El Ministerio de Salud libanés reportó al menos 203 fallecidos y más de 1,000 heridos, marcando la jornada más sangrienta desde que el conflicto se intensificó el pasado 28 de febrero. Mientras que Irán acusa a Israel de violar el acuerdo, el primer ministro Benjamin Netanyahu y el presidente Donald Trump sostienen que el pacto no incluía el cese de fuego contra Hezbollah en territorio libanés.
“Las violaciones del alto el fuego conllevan respuestas explícitas y FUERTES. Apaguen el fuego de inmediato”, advirtió Mohammad Bagher Qalibaf, presidente del Parlamento de Irán, a través de sus redes sociales.
El Estrecho de Ormuz: La amenaza que dispara el precio del crudo
El punto más crítico para la economía internacional radica en el control del Estrecho de Ormuz. Agencias de noticias iraníes difundieron gráficos que sugieren la presencia de minas marinas colocadas por la Guardia Revolucionaria, lo que ha paralizado el tráfico marítimo.
- Impacto económico: El crudo Brent se cotiza en 98 dólares, un incremento del 35% desde el inicio de las hostilidades.
- Logística: Cerca de 230 buques petroleros se encuentran varados esperando paso seguro.

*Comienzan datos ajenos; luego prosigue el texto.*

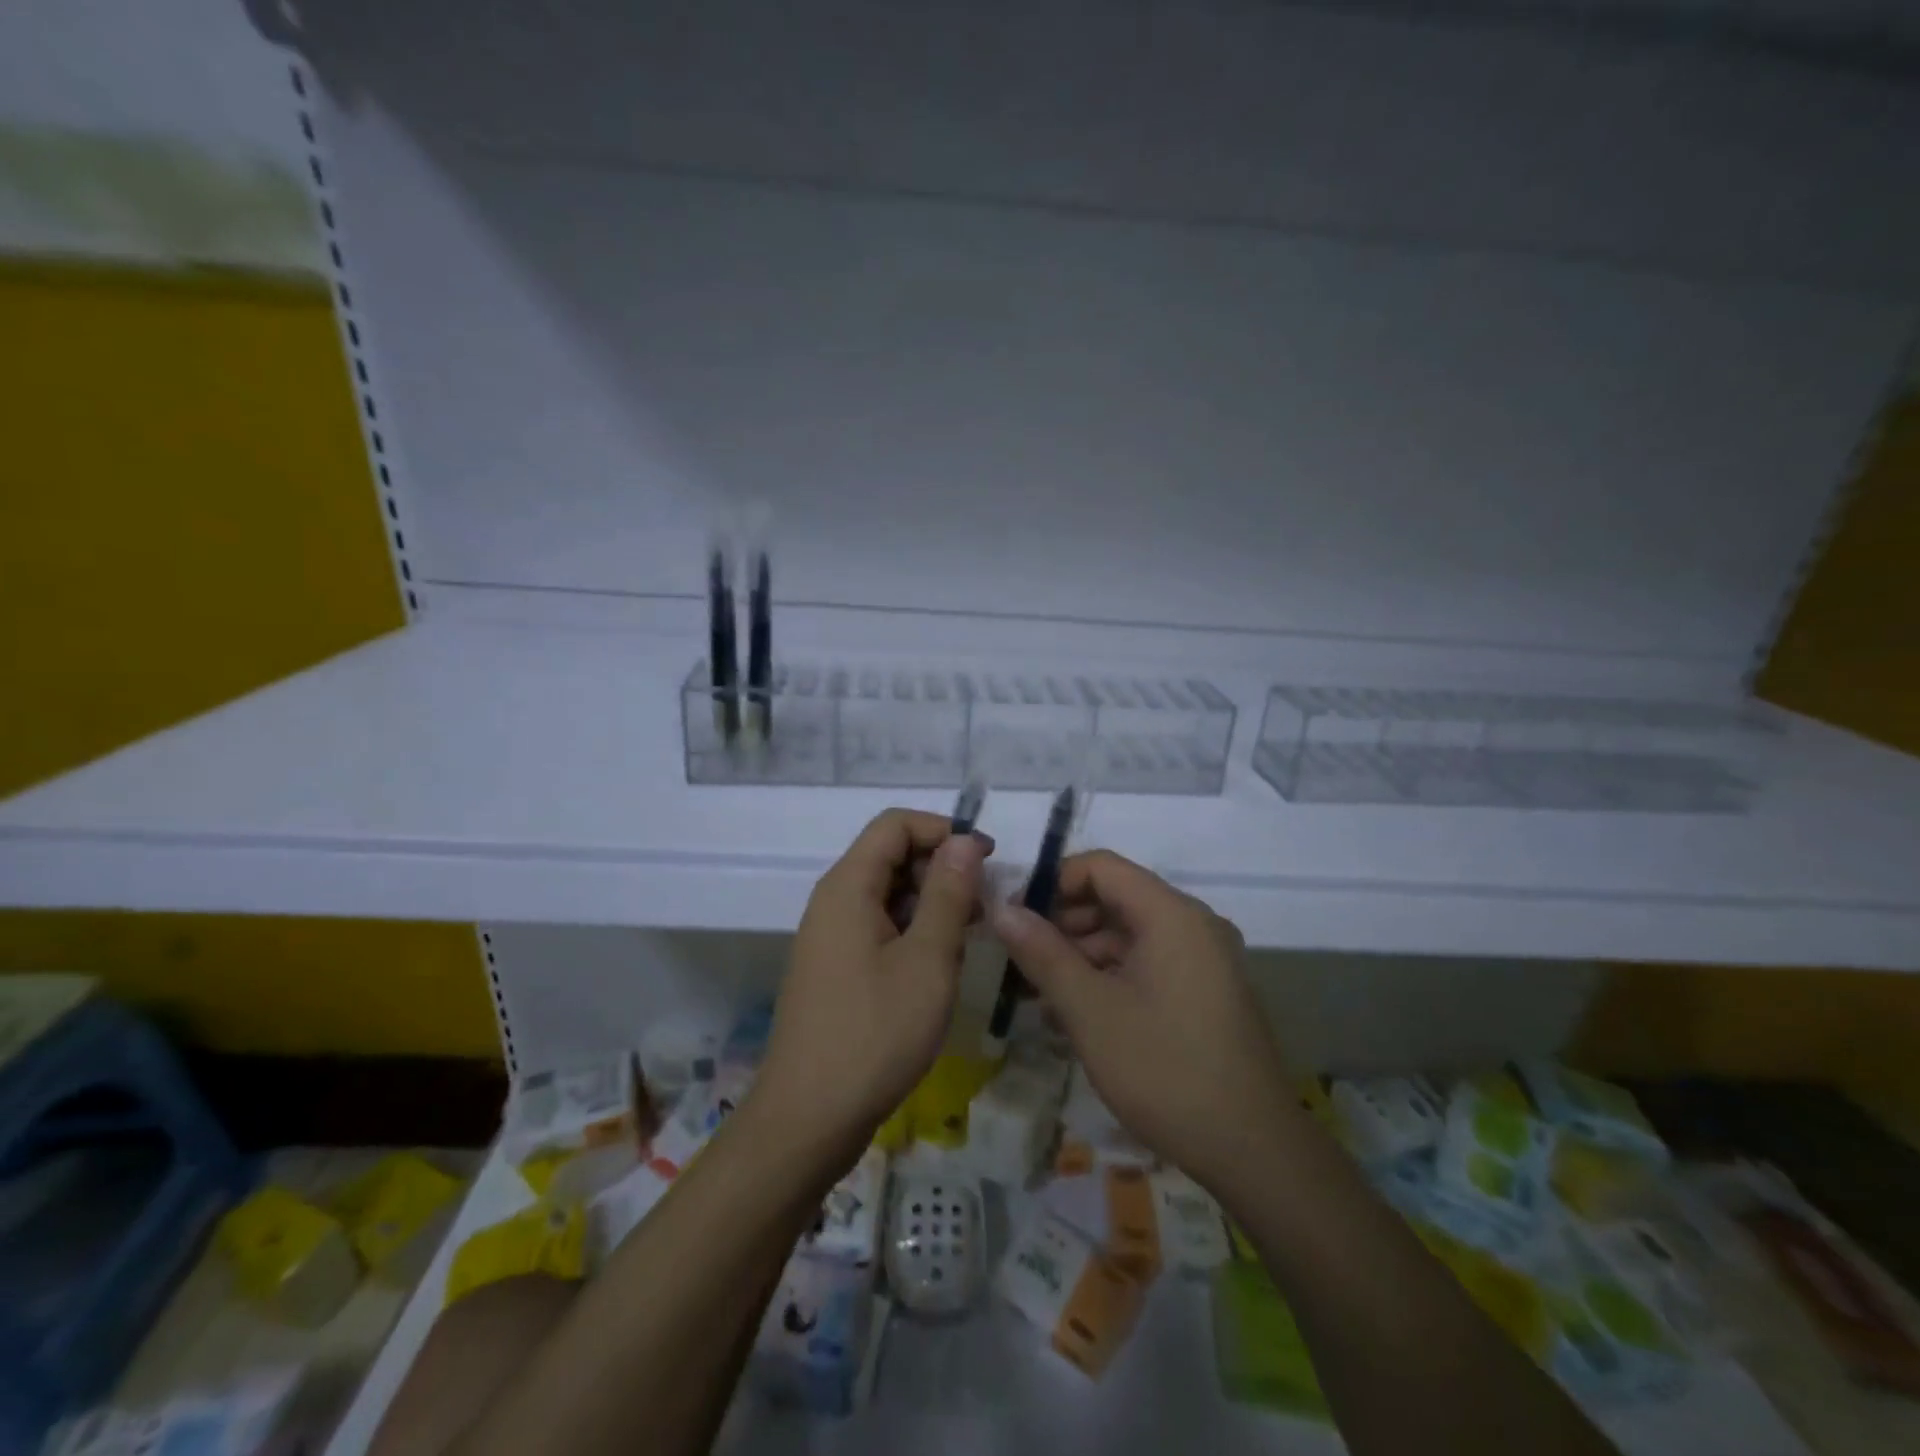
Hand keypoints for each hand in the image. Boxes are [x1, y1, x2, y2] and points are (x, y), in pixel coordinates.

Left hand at [758, 809, 990, 1147]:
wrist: (809, 1118)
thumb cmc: (875, 1033)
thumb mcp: (928, 959)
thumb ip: (948, 894)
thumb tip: (963, 841)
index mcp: (848, 887)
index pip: (895, 825)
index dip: (943, 830)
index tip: (986, 860)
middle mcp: (833, 901)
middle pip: (890, 856)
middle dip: (941, 868)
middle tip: (984, 906)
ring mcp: (831, 937)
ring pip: (887, 894)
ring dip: (931, 902)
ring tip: (969, 937)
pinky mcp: (836, 968)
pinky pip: (878, 927)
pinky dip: (913, 931)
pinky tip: (940, 964)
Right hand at [990, 850, 1296, 1192]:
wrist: (1253, 1151)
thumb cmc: (1165, 1069)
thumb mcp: (1090, 1010)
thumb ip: (1042, 954)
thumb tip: (1002, 909)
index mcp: (1171, 914)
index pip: (1100, 867)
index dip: (1052, 883)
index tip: (1014, 918)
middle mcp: (1191, 925)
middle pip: (1113, 899)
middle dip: (1061, 925)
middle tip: (1018, 963)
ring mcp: (1202, 960)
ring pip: (1127, 936)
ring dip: (1079, 957)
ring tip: (1038, 997)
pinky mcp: (1204, 992)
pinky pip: (1146, 965)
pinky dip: (1107, 979)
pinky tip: (1073, 1016)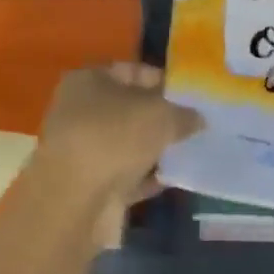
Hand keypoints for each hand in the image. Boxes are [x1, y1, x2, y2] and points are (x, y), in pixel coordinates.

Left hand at [37, 64, 202, 203]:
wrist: (76, 202)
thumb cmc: (114, 139)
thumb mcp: (160, 115)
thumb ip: (184, 113)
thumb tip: (197, 118)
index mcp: (87, 81)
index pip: (132, 71)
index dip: (164, 80)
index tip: (193, 95)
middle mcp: (79, 112)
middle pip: (129, 109)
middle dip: (162, 116)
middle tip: (197, 123)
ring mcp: (84, 150)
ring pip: (128, 144)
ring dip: (156, 148)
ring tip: (192, 149)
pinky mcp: (91, 184)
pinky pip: (127, 175)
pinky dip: (148, 177)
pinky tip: (175, 178)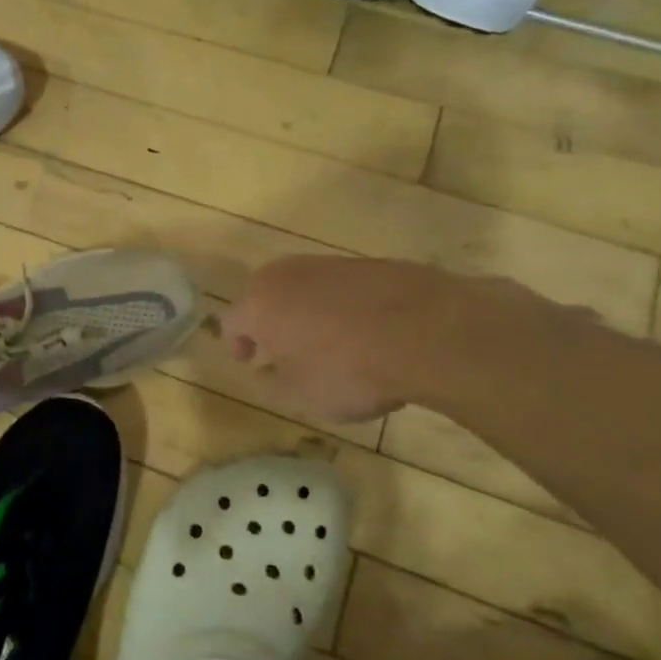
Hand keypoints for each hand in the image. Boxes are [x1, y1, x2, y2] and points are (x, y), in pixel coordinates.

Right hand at [221, 257, 454, 422]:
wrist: (428, 332)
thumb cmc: (348, 369)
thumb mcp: (301, 395)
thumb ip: (273, 383)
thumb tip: (265, 371)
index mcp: (259, 304)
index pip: (232, 322)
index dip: (236, 344)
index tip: (249, 362)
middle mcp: (287, 275)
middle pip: (265, 294)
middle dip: (269, 320)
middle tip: (282, 347)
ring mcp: (331, 264)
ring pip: (306, 287)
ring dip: (308, 311)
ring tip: (328, 341)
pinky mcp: (372, 264)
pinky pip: (345, 287)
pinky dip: (346, 306)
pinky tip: (368, 332)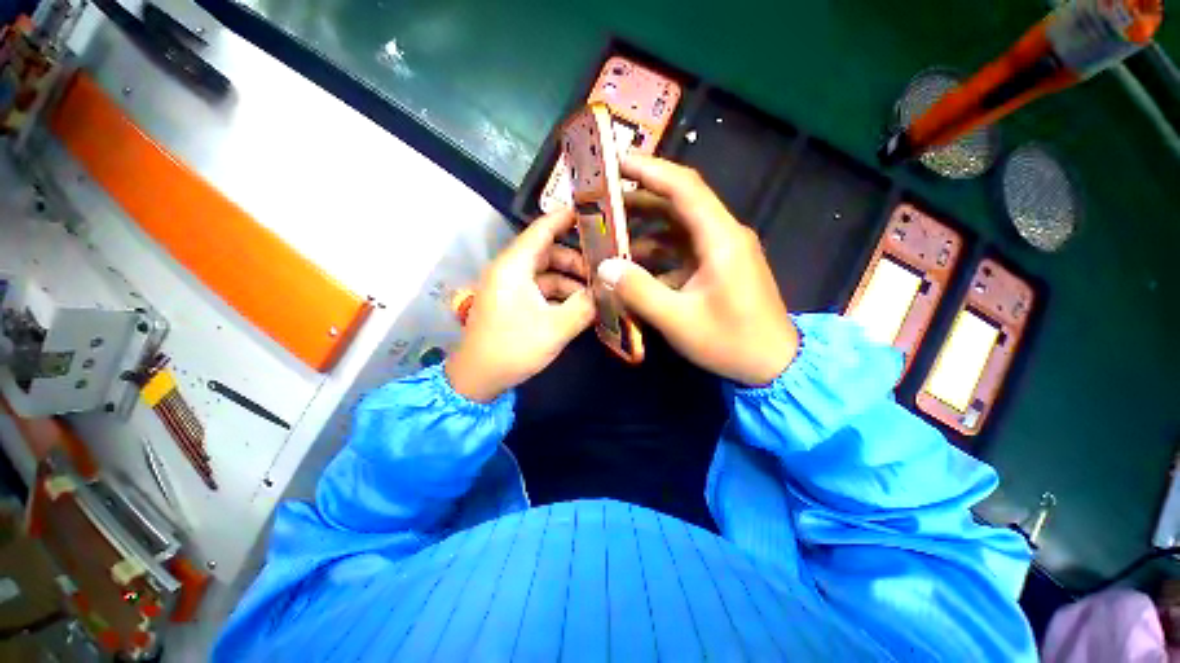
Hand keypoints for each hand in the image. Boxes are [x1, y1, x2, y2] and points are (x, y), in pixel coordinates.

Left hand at [446, 209, 595, 401]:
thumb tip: (607, 293)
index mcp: (514, 267)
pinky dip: (560, 295)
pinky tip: (580, 307)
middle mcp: (511, 271)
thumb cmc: (512, 348)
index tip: (590, 211)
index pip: (540, 230)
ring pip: (547, 273)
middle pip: (548, 253)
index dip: (564, 218)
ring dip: (571, 282)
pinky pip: (541, 290)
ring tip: (596, 294)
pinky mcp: (513, 303)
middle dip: (576, 260)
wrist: (477, 379)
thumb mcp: (554, 329)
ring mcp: (511, 288)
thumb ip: (584, 308)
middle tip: (603, 270)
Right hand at [597, 155, 798, 385]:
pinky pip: (682, 250)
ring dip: (646, 229)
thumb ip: (639, 291)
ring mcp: (722, 252)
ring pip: (678, 228)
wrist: (773, 364)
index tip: (615, 162)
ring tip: (612, 234)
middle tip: (604, 201)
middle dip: (640, 199)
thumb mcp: (678, 320)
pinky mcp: (718, 268)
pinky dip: (658, 254)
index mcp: (720, 238)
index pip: (683, 188)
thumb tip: (605, 266)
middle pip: (679, 204)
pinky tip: (635, 267)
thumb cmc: (730, 341)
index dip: (649, 170)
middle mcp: (723, 235)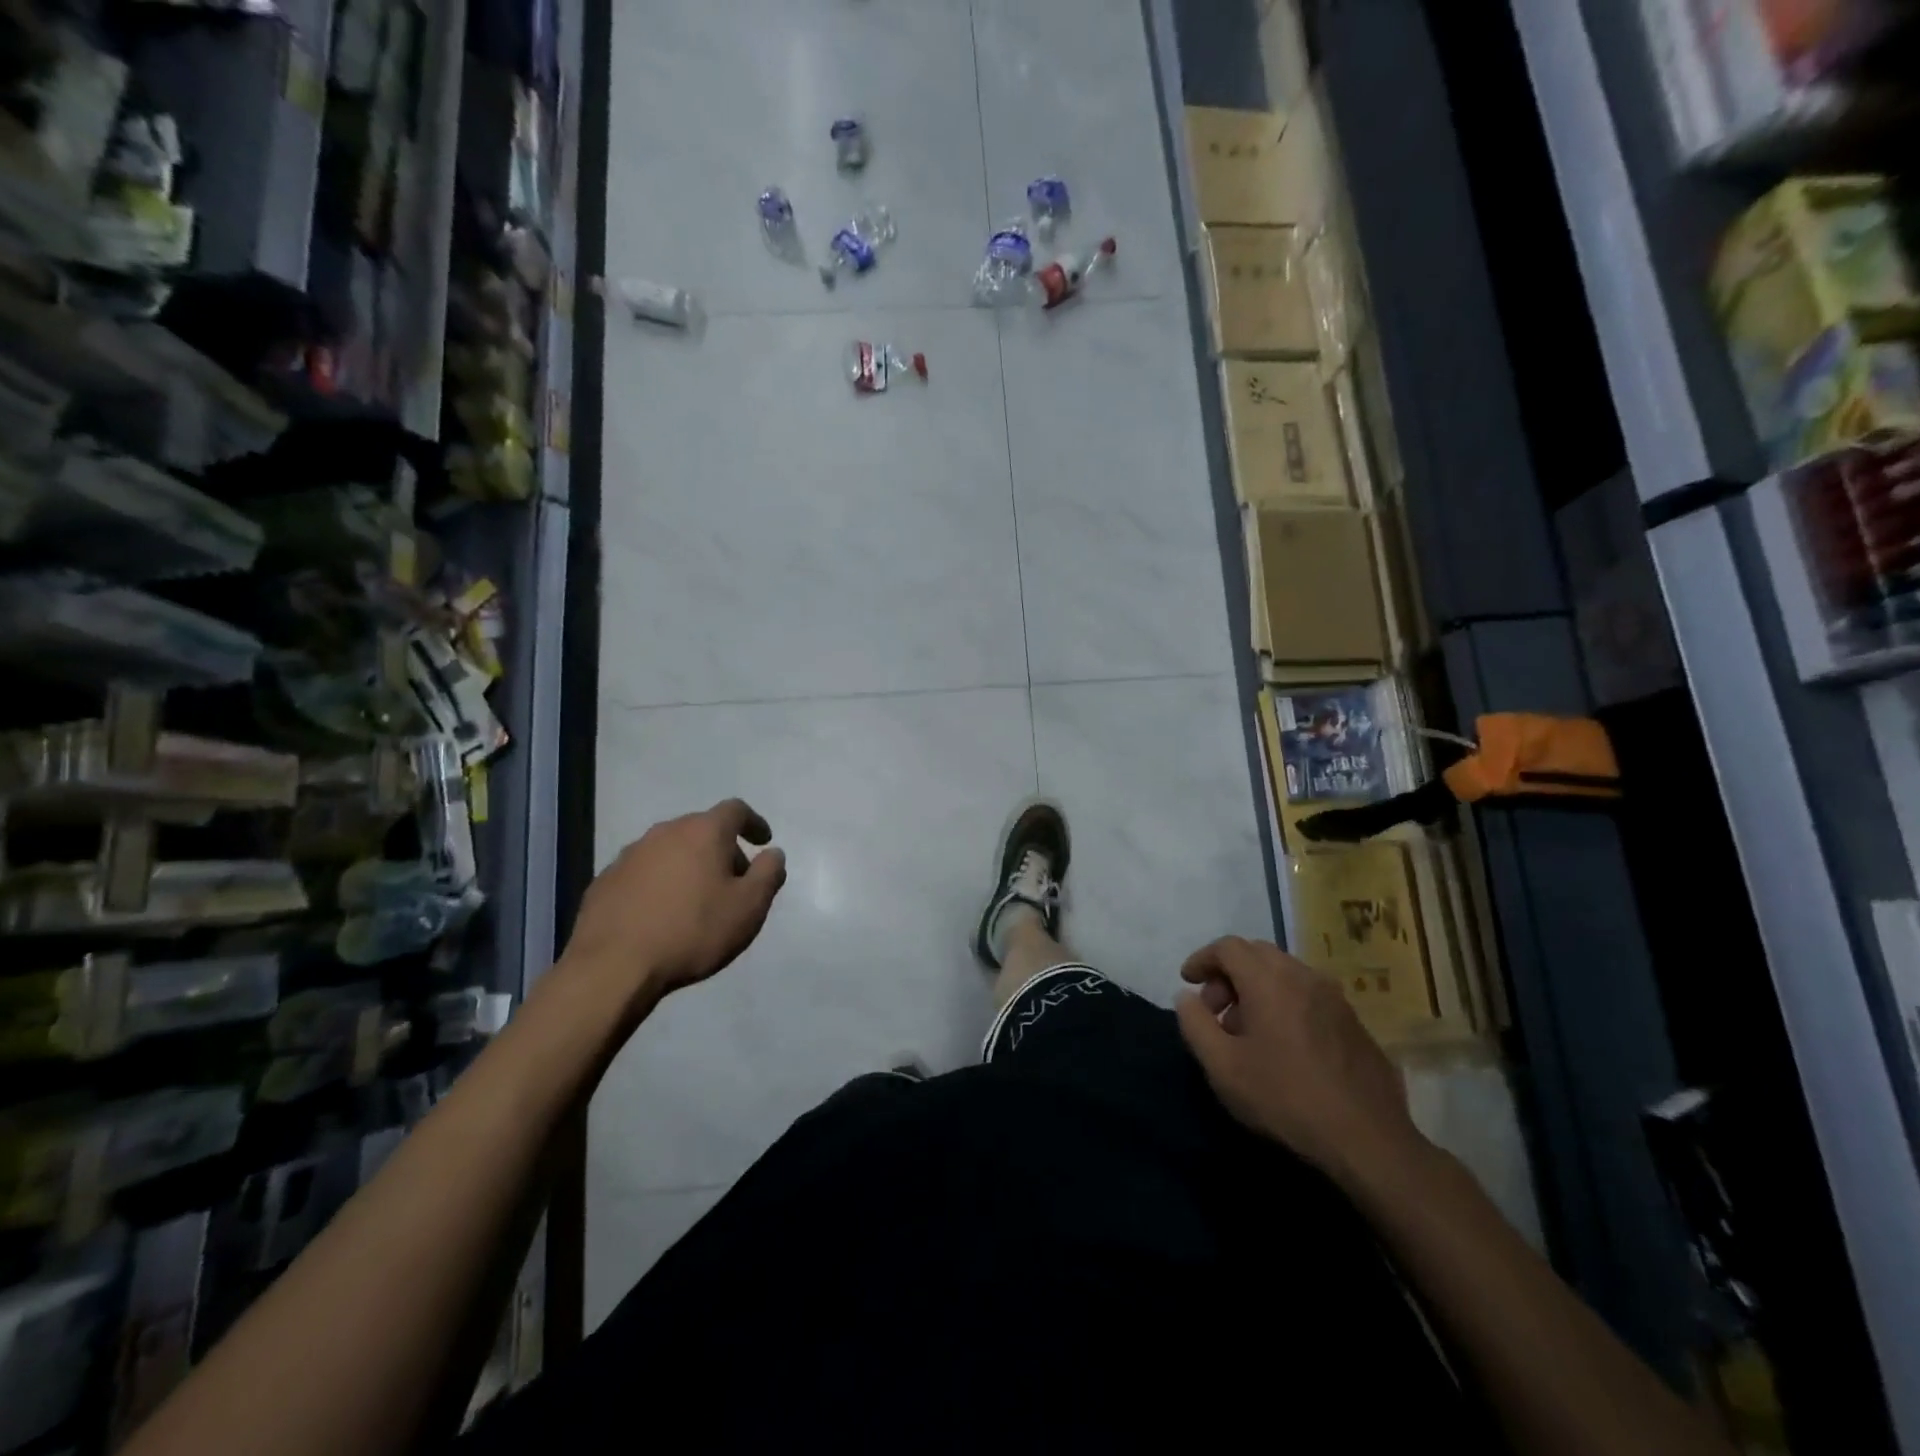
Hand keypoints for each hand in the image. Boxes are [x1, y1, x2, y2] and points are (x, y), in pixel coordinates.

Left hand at [563, 799, 787, 1007]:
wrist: (613, 966)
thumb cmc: (693, 931)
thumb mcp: (749, 907)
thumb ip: (768, 874)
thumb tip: (773, 853)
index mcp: (703, 832)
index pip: (736, 810)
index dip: (754, 823)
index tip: (763, 841)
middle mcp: (665, 832)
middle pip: (702, 829)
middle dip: (722, 849)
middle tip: (734, 881)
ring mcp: (630, 855)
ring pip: (671, 850)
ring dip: (689, 865)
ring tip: (697, 900)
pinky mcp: (605, 880)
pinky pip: (644, 872)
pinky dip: (660, 883)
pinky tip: (661, 913)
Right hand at [1175, 936, 1426, 1189]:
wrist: (1368, 1140)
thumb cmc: (1285, 1098)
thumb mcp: (1222, 1067)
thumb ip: (1195, 1024)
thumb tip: (1187, 997)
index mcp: (1269, 980)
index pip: (1228, 947)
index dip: (1202, 959)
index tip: (1188, 982)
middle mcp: (1303, 976)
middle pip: (1257, 953)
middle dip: (1228, 973)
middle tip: (1216, 1010)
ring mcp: (1334, 997)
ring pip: (1284, 973)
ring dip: (1257, 988)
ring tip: (1247, 1031)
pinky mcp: (1354, 1021)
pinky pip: (1308, 994)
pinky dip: (1285, 1002)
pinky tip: (1283, 1044)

- Postura de EE. UU.: Donald Trump advirtió que las fuerzas estadounidenses no se retirarán hasta que se cumpla un “acuerdo real” que garantice el libre tránsito.
Cumbre en Pakistán: ¿Habrá una solución definitiva?
La esperanza de estabilizar la región se traslada este fin de semana a Islamabad, Pakistán. Se espera que el vicepresidente de Estados Unidos, JD Vance, encabece las negociaciones para definir los puntos que quedaron en el aire:
- El destino de las reservas de uranio enriquecido de Irán.
- La desarticulación del programa de misiles iraní.
- La formalización del tránsito internacional en el Estrecho de Ormuz sin cobros arbitrarios por parte de Teherán.
Mientras los diplomáticos preparan sus carpetas, el mundo observa con cautela. La diferencia entre una paz duradera y una escalada regional sin precedentes se decidirá en las próximas horas bajo la sombra de los misiles y la volatilidad del mercado energético.